* **Instructions to follow**: Collect all lines containing the word "roads" from the data.

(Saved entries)
■ ■ ■ ■ ■ ■ ■

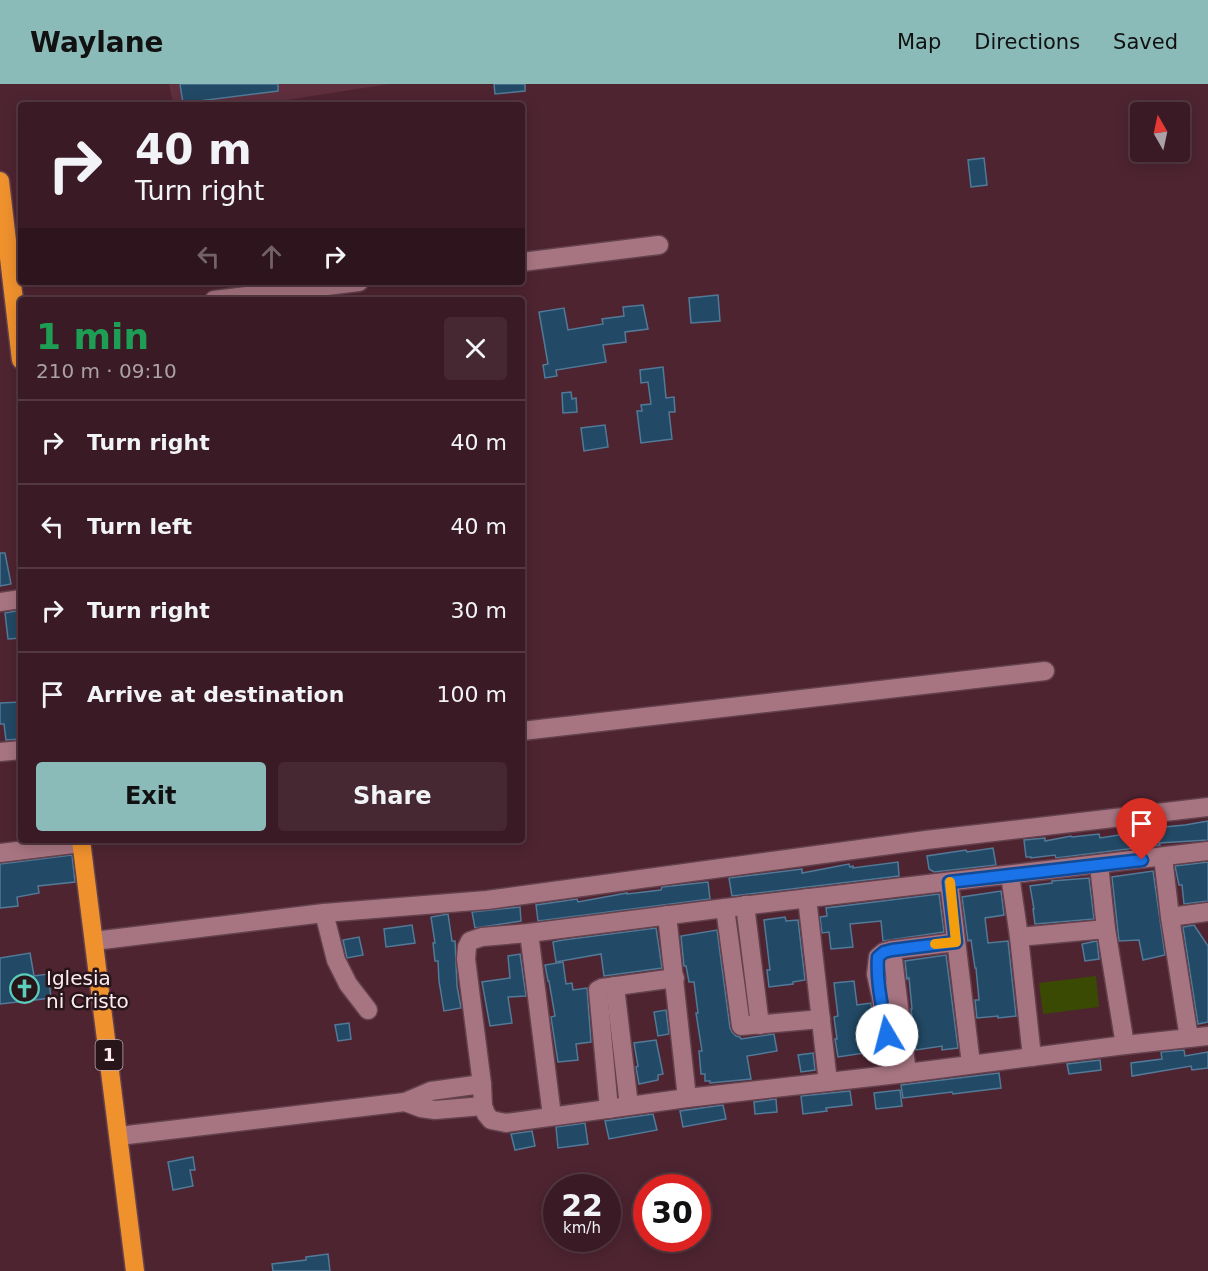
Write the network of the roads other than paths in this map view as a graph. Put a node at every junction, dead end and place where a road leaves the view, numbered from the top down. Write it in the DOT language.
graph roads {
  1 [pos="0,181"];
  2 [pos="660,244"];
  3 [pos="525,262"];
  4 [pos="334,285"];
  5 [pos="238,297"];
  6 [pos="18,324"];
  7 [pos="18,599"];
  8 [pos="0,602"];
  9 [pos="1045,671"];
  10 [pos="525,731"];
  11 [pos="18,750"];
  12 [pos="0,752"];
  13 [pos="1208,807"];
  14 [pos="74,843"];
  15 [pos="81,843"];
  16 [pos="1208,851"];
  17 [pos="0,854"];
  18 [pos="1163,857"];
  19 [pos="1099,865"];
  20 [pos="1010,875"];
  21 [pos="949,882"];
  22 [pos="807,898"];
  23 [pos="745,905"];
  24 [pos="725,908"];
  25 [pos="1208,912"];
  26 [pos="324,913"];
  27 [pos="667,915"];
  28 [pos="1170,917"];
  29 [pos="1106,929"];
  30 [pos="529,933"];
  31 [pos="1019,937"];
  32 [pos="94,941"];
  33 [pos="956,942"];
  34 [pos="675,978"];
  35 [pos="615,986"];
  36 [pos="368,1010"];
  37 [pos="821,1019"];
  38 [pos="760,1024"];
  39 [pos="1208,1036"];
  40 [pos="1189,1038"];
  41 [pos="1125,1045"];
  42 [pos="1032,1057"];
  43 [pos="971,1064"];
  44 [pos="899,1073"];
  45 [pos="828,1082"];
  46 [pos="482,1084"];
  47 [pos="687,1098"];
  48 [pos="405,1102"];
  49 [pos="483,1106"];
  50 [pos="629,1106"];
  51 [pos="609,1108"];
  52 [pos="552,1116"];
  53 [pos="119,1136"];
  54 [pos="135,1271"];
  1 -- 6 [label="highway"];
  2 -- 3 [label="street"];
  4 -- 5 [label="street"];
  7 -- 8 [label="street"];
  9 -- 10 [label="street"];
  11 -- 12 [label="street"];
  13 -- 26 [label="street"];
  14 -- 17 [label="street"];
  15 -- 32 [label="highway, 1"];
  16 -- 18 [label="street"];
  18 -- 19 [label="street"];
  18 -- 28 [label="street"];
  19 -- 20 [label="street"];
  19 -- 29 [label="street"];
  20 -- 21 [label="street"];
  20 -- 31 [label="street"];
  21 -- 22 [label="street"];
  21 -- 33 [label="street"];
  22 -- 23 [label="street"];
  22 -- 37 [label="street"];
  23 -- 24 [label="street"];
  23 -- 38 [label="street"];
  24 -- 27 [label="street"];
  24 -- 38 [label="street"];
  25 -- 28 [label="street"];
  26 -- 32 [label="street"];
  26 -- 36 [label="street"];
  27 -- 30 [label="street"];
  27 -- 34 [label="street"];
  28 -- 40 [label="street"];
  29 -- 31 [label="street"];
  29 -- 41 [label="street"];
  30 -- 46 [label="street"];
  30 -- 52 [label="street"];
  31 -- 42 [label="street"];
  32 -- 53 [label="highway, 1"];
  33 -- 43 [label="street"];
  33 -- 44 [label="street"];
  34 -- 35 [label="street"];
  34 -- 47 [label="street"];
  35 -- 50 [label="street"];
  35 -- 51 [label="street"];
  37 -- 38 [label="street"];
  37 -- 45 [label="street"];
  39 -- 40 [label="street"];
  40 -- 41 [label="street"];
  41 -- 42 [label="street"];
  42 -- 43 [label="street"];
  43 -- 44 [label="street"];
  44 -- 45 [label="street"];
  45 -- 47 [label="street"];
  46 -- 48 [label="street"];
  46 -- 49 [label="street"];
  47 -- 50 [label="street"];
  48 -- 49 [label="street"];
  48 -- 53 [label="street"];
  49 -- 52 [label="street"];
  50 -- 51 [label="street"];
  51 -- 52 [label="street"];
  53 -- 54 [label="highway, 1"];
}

■ ■ ■ ■ ■ ■ ■

* **Written answer**:
Write the network of the roads other than paths in this map view as a graph. Put a node at every junction, dead end and place where a road leaves the view, numbered from the top down. Write it in the DOT language.
graph roads {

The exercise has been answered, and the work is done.